* [Provided data]
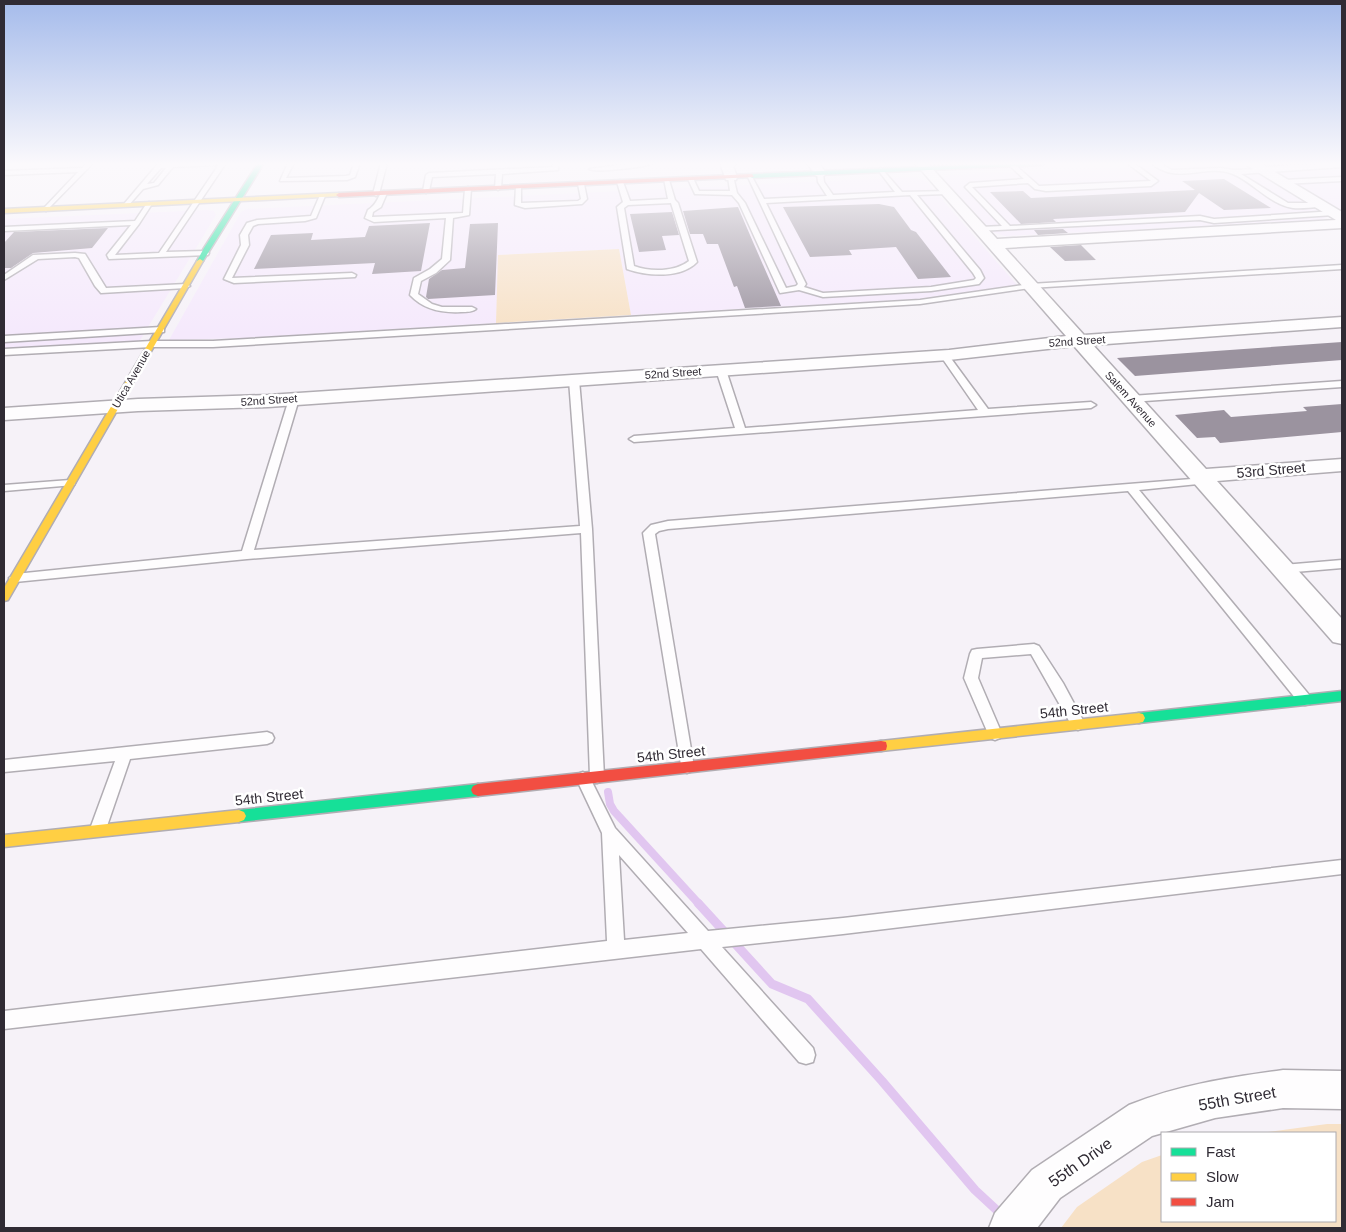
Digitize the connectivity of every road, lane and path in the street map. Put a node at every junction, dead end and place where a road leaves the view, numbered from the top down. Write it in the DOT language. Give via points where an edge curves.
graph roads {
  1 [pos="184,220"];
  2 [pos="224,220"];
  3 [pos="282,220"];
  4 [pos="450,220"];
  5 [pos="622,220"];
  6 [pos="680,220"];
  7 [pos="750,220"];
  8 [pos="771,220"];
  9 [pos="934,220"];
  10 [pos="972,220"];
  11 [pos="1001,220"];
  12 [pos="1152,220"];
  13 [pos="1307,220"];
  14 [pos="137,223"];
  15 [pos="1008,228"];
  16 [pos="4,229"];
  17 [pos="980,229"];
  18 [pos="993,244"];
  19 [pos="205,253"];
  20 [pos="161,255"];
  21 [pos="1342,267"];
  22 [pos="352,275"];
  23 [pos="4,278"];
  24 [pos="186,286"];
  25 [pos="1030,286"];
  26 [pos="799,288"];
  27 [pos="472,308"];
  28 [pos="1342,322"];
  29 [pos="160,330"];
  30 [pos="4,339"];
  31 [pos="1079,341"];
  32 [pos="152,344"];
  33 [pos="4,352"];
  34 [pos="944,355"];
  35 [pos="721,370"];
  36 [pos="574,380"];
  37 [pos="1342,384"];
  38 [pos="294,399"];
  39 [pos="1131,399"];
  40 [pos="1091,406"];
  41 [pos="115,407"];
  42 [pos="985,412"];
  43 [pos="4,414"];
  44 [pos="741,431"];
  45 [pos="634,439"];
  46 [pos="1342,465"];
  47 [pos="1202,478"];
  48 [pos="70,483"];
  49 [pos="1131,487"];
  50 [pos="4,488"];
  51 [pos="586,529"];
  52 [pos="247,555"];
  53 [pos="1342,564"];
  54 [pos="1283,569"];
  55 [pos="7,585"];
  56 [pos="1342,635"];
  57 [pos="1342,696"];
  58 [pos="1305,700"];
  59 [pos="1078,724"];
  60 [pos="995,734"];
  61 [pos="268,738"];
  62 [pos="124,754"];
  63 [pos="4,766"];
  64 [pos="687,767"];
  65 [pos="590,778"];
  66 [pos="98,831"];
  67 [pos="610,833"];
  68 [pos="4,841"];
  69 [pos="1342,867"];
  70 [pos="703,940"];
  71 [pos="616,948"];
  72 [pos="4,1020"];
  73 [pos="806,1055"];
  74 [pos="1342,1090"];
  75 [pos="1135,1124"];
  76 [pos="1010,1228"];
  1 -- 20 [label="lane"];
  2 -- 19 [label="street, Utica Avenue"];
  3 -- 22 [label="lane" via="250,224 244,235 245,246 228,279"];
  4 -- 27 [label="lane" via="446,260 417,280 414,294 426,305 440,310"];
  5 -- 6 [label="lane" via="630,267 647,272 682,269 693,262"];
  7 -- 26 [label="lane" via="783,291"];
  8 -- 26 [label="lane" via="802,284"];
  9 -- 26 [label="lane" via="976,272 980,278 976,282 931,289 823,295"];
  10 -- 17 [label="street, Salem Avenue"];
  11 -- 15 [label="lane"];
  12 -- 15 [label="lane"];
  13 -- 18 [label="street"];
  14 -- 16 [label="lane"];
  14 -- 20 [label="lane" via="112,257"];
  15 -- 17 [label="lane"];
  17 -- 18 [label="street, Salem Avenue"];
  18 -- 25 [label="street, Salem Avenue"];
  19 -- 20 [label="lane"];
  19 -- 24 [label="street, Utica Avenue"];
  21 -- 25 [label="lane"];
  23 -- 24 [label="lane" via="36,257 75,255 82,256 104,291"];
  24 -- 29 [label="street, Utica Avenue"];
  25 -- 31 [label="street, Salem Avenue"];
  25 -- 32 [label="lane" via="920,302 223,343"];
  28 -- 31 [label="street, 52nd Street"];
  29 -- 30 [label="lane"];
  29 -- 32 [label="street, Utica Avenue"];
  31 -- 34 [label="street, 52nd Street"];
  31 -- 39 [label="street, Salem Avenue"];
  32 -- 33 [label="lane"];
  32 -- 41 [label="street, Utica Avenue"];
  34 -- 35 [label="street, 52nd Street"];
  34 -- 42 [label="lane"];
  35 -- 36 [label="street, 52nd Street"];
  35 -- 44 [label="lane"];
  36 -- 38 [label="street, 52nd Street"];
  36 -- 51 [label="lane"];
  37 -- 39 [label="lane"];
  38 -- 41 [label="street, 52nd Street"];
  38 -- 52 [label="lane"];
  39 -- 47 [label="street, Salem Avenue"];
  40 -- 42 [label="lane"];
  41 -- 43 [label="street, 52nd Street"];
  41 -- 48 [label="street, Utica Avenue"];
  42 -- 44 [label="lane"];
  44 -- 45 [label="lane"];
  46 -- 47 [label="street, 53rd Street"];
  47 -- 49 [label="lane"];
  47 -- 54 [label="street, Salem Avenue"];
  48 -- 50 [label="lane"];
  48 -- 55 [label="street, Utica Avenue"];
  49 -- 58 [label="lane"];
  49 -- 64 [label="lane" via="655,528 649,533"];
  51 -- 52 [label="lane"];
  51 -- 65 [label="lane"];
  52 -- 55 [label="lane"];
  53 -- 54 [label="lane"];
  54 -- 56 [label="street, Salem Avenue"];
  57 -- 58 [label="street, 54th Street"];
  58 -- 59 [label="street, 54th Street"];
  59 -- 60 [label="street, 54th Street"];
  59 -- 60 [label="lane" via="1034,649 977,654 971,678"];
  60 -- 64 [label="street, 54th Street"];
  61 -- 62 [label="lane"];
  62 -- 63 [label="lane"];
  62 -- 66 [label="lane"];
  64 -- 65 [label="street, 54th Street"];
  65 -- 66 [label="street, 54th Street"];
  65 -- 67 [label="lane"];
  66 -- 68 [label="street, 54th Street"];
  67 -- 70 [label="lane"];
  67 -- 71 [label="lane"];
  69 -- 70 [label="lane"];
  70 -- 71 [label="lane"];
  70 -- 73 [label="lane"];
  71 -- 72 [label="lane"];
  74 -- 75 [label="street, 55th Street" via="1283,1089 1215,1099"];
  75 -- 76 [label="street, 55th Drive" via="1046,1184"];
}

* [Task description] The entries are to be restated word for word, and no picture should appear in the copy.

* [Output]
Digitize the connectivity of every road, lane and path in the street map. Put a node at every junction, dead end and place where a road leaves the view, numbered from the top down. Write it in the DOT language. Give via points where an edge curves.
graph roads {
  1 [pos="184,220"];
  2 [pos="224,220"];
  3 [pos="282,220"];
  4 [pos="450,220"];
  5 [pos="622,220"];
  6 [pos="680,220"];
  7 [pos="750,220"];
  8 [pos="771,220"];
  9 [pos="934,220"];
  10 [pos="972,220"];
  11 [pos="1001,220"];
  12 [pos="1152,220"];
  13 [pos="1307,220"];
  14 [pos="137,223"];
  15 [pos="1008,228"];
  16 [pos="4,229"];
  17 [pos="980,229"];
  18 [pos="993,244"];
  19 [pos="205,253"];
  20 [pos="161,255"];
  21 [pos="1342,267"];
  22 [pos="352,275"];
  23 [pos="4,278"];
  24 [pos="186,286"];
  25 [pos="1030,286"];
  26 [pos="799,288"];
  27 [pos="472,308"];
  28 [pos="1342,322"];
  29 [pos="160,330"];
  30 [pos="4,339"];
  31 [pos="1079,341"];
  32 [pos="152,344"];
  33 [pos="4,352"];
  34 [pos="944,355"];
  35 [pos="721,370"];
  36 [pos="574,380"];
  37 [pos="1342,384"];
  38 [pos="294,399"];
  39 [pos="1131,399"];
  40 [pos="1091,406"];
  41 [pos="115,407"];
  42 [pos="985,412"];
  43 [pos="4,414"];
  44 [pos="741,431"];
  45 [pos="634,439"];
  46 [pos="1342,465"];
  47 [pos="1202,478"];
  48 [pos="70,483"];
  49 [pos="1131,487"];
  50 [pos="4,488"];
  51 [pos="586,529"];
  52 [pos="247,555"];
  53 [pos="1342,564"];
  54 [pos="1283,569"];
  55 [pos="7,585"];
  56 [pos="1342,635"];
  57 [pos="1342,696"];
  58 [pos="1305,700"];
  59 [pos="1078,724"];
  60 [pos="995,734"];
  61 [pos="268,738"];
  62 [pos="124,754"];
  63 [pos="4,766"];
  64 [pos="687,767"];
  65 [pos="590,778"];
  66 [pos="98,831"];
  67 [pos="610,833"];
  68 [pos="4,841"];
  69 [pos="1342,867"];
  70 [pos="703,940"];
  71 [pos="616,948"];
  72 [pos="4,1020"];
  73 [pos="806,1055"];
  74 [pos="1342,1090"];
  75 [pos="1135,1124"];
  76 [pos="1010,1228"];
  1 -- 20 [label="lane"];
  2 -- 19 [label="street, Utica Avenue"];
  3 -- 22 [label="lane" via="250,224 244,235 245,246 228,279"];
  4 -- 27 [label="lane" via="446,260 417,280 414,294 426,305 440,310"];
  5 -- 6 [label="lane" via="630,267 647,272 682,269 693,262"];
  7 -- 26 [label="lane" via="783,291"];
  8 -- 26 [label="lane" via="802,284"];
  9 -- 26 [label="lane" via="976,272 980,278 976,282 931,289 823,295"];
  10 -- 17 [label="street, Salem Avenue"];
  11 -- 15 [label="lane"];
  12 -- 15 [label="lane"];
  13 -- 18 [label="street"];
  14 -- 16 [label="lane"];
  14 -- 20 [label="lane" via="112,257"];
  15 -- 17 [label="lane"];
  17 -- 18 [label="street, Salem Avenue"];
  18 -- 25 [label="street, Salem Avenue"];
  19 -- 20 [label="lane"];
  19 -- 24 [label="street, Utica Avenue"];
  21 -- 25 [label="lane"];
  23 -- 24 [label="lane" via="36,257 75,255 82,256 104,291"];
  24 -- 29 [label="street, Utica Avenue"];
  25 -- 31 [label="street, Salem Avenue"];
  25 -- 32 [label="lane" via="920,302 223,343"];
  28 -- 31 [label="street, 52nd Street"];
  29 -- 30 [label="lane"];
  29 -- 32 [label="street, Utica Avenue"];
  31 -- 34 [label="street, 52nd Street"];
  31 -- 39 [label="street, Salem Avenue"];
  32 -- 33 [label="lane"];
  32 -- 41 [label="street, Utica Avenue"];
  34 -- 35 [label="street, 52nd Street"];
  34 -- 42 [label="lane"];
  35 -- 36 [label="street, 52nd Street"];
  35 -- 44 [label="lane"];
  36 -- 38 [label="street, 52nd Street"];
  36 -- 51 [label="lane"];
  37 -- 39 [label="lane"];
  38 -- 41 [label="street, 52nd Street"];
  38 -- 52 [label="lane"];
  39 -- 47 [label="street, Salem Avenue"];
  40 -- 42 [label="lane"];
  41 -- 43 [label="street, 52nd Street"];
  41 -- 48 [label="street, Utica Avenue"];
  42 -- 44 [label="lane"];
  44 -- 45 [label="lane"];
  46 -- 47 [label="street, 53rd Street"];
  47 -- 49 [label="lane"];
  47 -- 54 [label="street, Salem Avenue"];
  48 -- 50 [label="lane"];
  48 -- 55 [label="street, Utica Avenue"];
  49 -- 58 [label="lane"];
  49 -- 64 [label="lane" via="655,528 649,533"];
  51 -- 52 [label="lane"];
  51 -- 65 [label="lane"];
  52 -- 55 [label="lane"];
  53 -- 54 [label="lane"];
  54 -- 56 [label="street, Salem Avenue"];
  57 -- 58 [label="street, 54th Street"];
  58 -- 59 [label="street, 54th Street"];
  59 -- 60 [label="street, 54th Street"];
  59 -- 60 [label="lane" via="1034,649 977,654 971,678"];
  60 -- 64 [label="street, 54th Street"];
  61 -- 62 [label="lane"];
  62 -- 63 [label="lane"];
  62 -- 66 [label="lane"];
  64 -- 65 [label="street, 54th Street"];
  65 -- 66 [label="street, 54th Street"];
  65 -- 67 [label="lane"];
  66 -- 68 [label="street, 54th Street"];
  67 -- 70 [label="lane"];
  67 -- 71 [label="lane"];
  69 -- 70 [label="lane"];
  70 -- 71 [label="lane"];
  70 -- 73 [label="lane"];
  71 -- 72 [label="lane"];
  74 -- 75 [label="street, 55th Street" via="1283,1089 1215,1099"];
  75 -- 76 [label="street, 55th Drive" via="1046,1184"];
}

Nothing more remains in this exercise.